Task description →
Copy every entry exactly, but skip the pictures.
--- Exercise data Enclosed Below ---
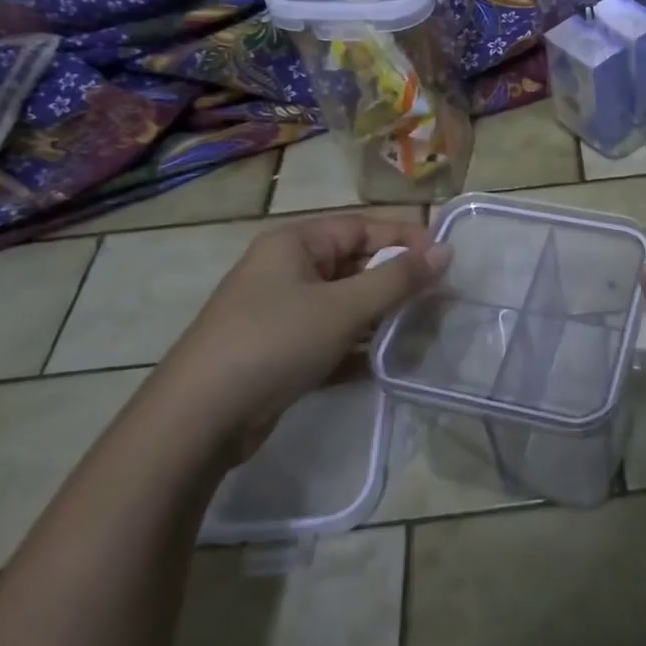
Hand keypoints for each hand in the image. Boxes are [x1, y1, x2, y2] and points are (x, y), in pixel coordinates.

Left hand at [148, 215, 449, 458]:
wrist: (199, 419)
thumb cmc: (275, 342)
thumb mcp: (344, 306)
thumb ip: (398, 278)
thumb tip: (445, 251)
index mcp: (296, 243)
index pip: (363, 226)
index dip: (406, 238)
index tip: (446, 259)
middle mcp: (287, 269)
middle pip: (355, 263)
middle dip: (396, 279)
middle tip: (439, 297)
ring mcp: (282, 311)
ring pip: (345, 302)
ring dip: (381, 314)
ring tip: (422, 328)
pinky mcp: (281, 349)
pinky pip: (331, 335)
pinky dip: (358, 345)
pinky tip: (387, 362)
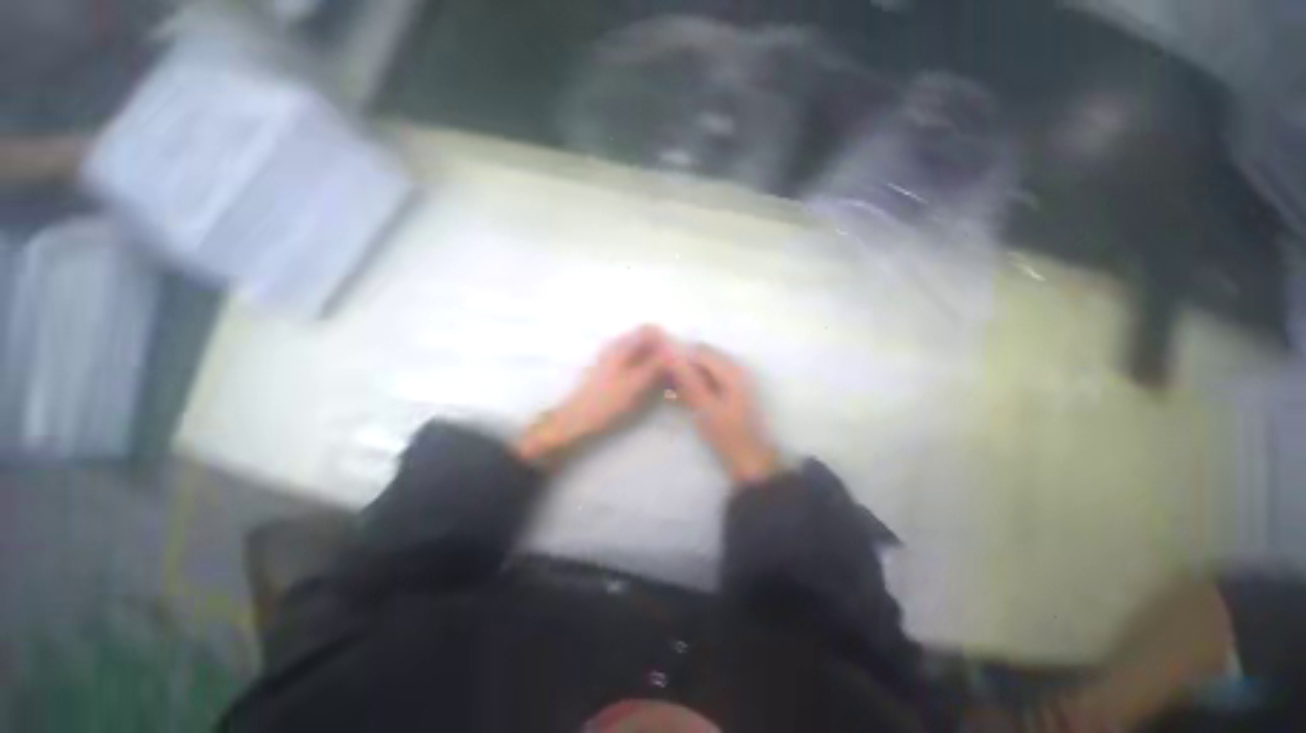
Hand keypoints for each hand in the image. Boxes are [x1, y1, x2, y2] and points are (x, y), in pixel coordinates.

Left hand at [514, 325, 669, 467]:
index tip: (678, 358)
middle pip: (648, 340)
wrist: (577, 419)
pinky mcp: (615, 371)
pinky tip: (655, 387)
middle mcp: (619, 347)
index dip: (667, 340)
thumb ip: (655, 366)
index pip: (651, 329)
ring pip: (644, 353)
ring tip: (669, 382)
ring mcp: (616, 359)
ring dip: (658, 363)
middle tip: (677, 373)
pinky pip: (638, 363)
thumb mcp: (635, 384)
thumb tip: (675, 351)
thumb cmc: (605, 402)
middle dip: (664, 352)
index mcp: (622, 345)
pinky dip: (649, 370)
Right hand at [666, 344, 779, 485]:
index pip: (700, 350)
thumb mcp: (704, 407)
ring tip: (670, 391)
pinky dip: (694, 385)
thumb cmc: (727, 434)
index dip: (680, 355)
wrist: (748, 458)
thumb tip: (671, 357)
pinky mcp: (729, 392)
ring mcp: (733, 380)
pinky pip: (708, 379)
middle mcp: (734, 370)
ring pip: (704, 369)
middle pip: (703, 357)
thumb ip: (689, 381)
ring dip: (687, 376)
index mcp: (731, 370)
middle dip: (683, 365)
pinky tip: (681, 397)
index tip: (661, 368)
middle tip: (664, 381)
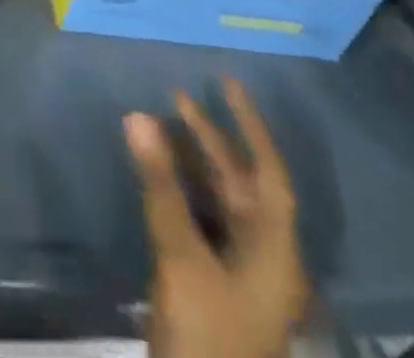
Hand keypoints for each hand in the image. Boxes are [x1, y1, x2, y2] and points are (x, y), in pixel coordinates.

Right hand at [126, 79, 310, 357]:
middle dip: (210, 140)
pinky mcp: (214, 289)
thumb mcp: (181, 258)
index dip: (250, 125)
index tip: (226, 82)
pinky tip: (157, 176)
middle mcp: (264, 258)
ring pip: (219, 203)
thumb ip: (160, 185)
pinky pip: (202, 222)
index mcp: (275, 252)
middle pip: (241, 185)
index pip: (268, 172)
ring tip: (161, 125)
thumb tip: (139, 115)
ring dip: (193, 164)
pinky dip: (182, 193)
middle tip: (176, 96)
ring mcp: (239, 277)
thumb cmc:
--- End of Enclosed Exercise data ---
Result for this exercise →
Hand keypoints for each hand in the image. Boxes are [x1, y1, x2, y2] and points are (x, y), in pixel coordinates.

Left hand at [148, 215, 449, 458]:
wrist: (199, 419)
thumb cmc: (275, 342)
thumb mcp: (344, 306)
thumb ip: (398, 278)
thumb tip: (445, 251)
index mcp: (296, 243)
index pip: (363, 226)
index dip: (406, 238)
index tip: (446, 259)
middle mcp: (287, 269)
middle pip: (355, 263)
middle dip: (396, 279)
middle tip: (439, 297)
ring mcp: (282, 311)
ring pip: (345, 302)
ring dip: (381, 314)
ring tip: (422, 328)
pinky mcp: (281, 349)
pinky pip: (331, 335)
pinky dip: (358, 345)
pinky tip: (387, 362)
Hand keypoints for each hand in the image. Boxes are [x1, y1, x2, y2] and points are (x, y), in pixel coordinates.

Left hand at [514, 325, 669, 467]:
index tip: (678, 358)
middle pip: (648, 340)
wrist: (577, 419)
pinky mcp: (615, 371)
pinky tip: (655, 387)
middle mcp: (619, 347)
index dip: (667, 340)
thumb ip: (655, 366)
index pip: (651, 329)
ring pip: (644, 353)
ring tip: (669, 382)
ring mcp: (616, 359)
ring dip: (658, 363)
middle tip: (677, 373)
pinky pip: (638, 363)
thumb mcp: (635, 384)
thumb tip: (675, 351)
thumb cmc: (605, 402)
middle dip: (664, 352)
index mcp: (622, 345)
pinky dip: (649, 370)
Right hand at [666, 344, 779, 485]:
index pip: (700, 350)
thumb mcp: (704, 407)
ring tip: (670, 391)
pinky dip: (694, 385)
thumb cmc: (727, 434)
index dip: (680, 355)
wrist: (748, 458)
thumb tip: (671, 357)
pinky mcp: (729, 392)
ring mcp: (733, 380)
pinky pip: (708, 379)
middle mcp: (734, 370)
ring pip: (704, 369)
middle pip: (703, 357)
thumb ip: (689, 381)
ring dip: (687, 376)
index mcp: (731, 370)
middle dip: (683, 365)
pinky tip: (681, 397)
index tip: (661, 368)
middle tip: (664, 381)
Hand keypoints for each hand in the image. Boxes are [x1, y1, x2, y2] and points are (x, y), in pixel coordinates.

Right hand at [126, 79, 310, 357]:
middle dip: (210, 140)
pinky mcp: (214, 289)
thumb mcp: (181, 258)
index dip: (250, 125)
index tip: (226, 82)
pinky tip: (157, 176)
middle mcp: (264, 258)
ring pip: (219, 203)
thumb ip: (160, 185)
pinky pip: (202, 222)
index mcp: (275, 252)
middle pip: (241, 185)
index pip: (268, 172)
ring tip: (161, 125)
thumb tip: (139, 115)
ring dip: (193, 164)
pinky dip: (182, 193)
middle tip: (176, 96)
ring mcp: (239, 277)
thumb cmc:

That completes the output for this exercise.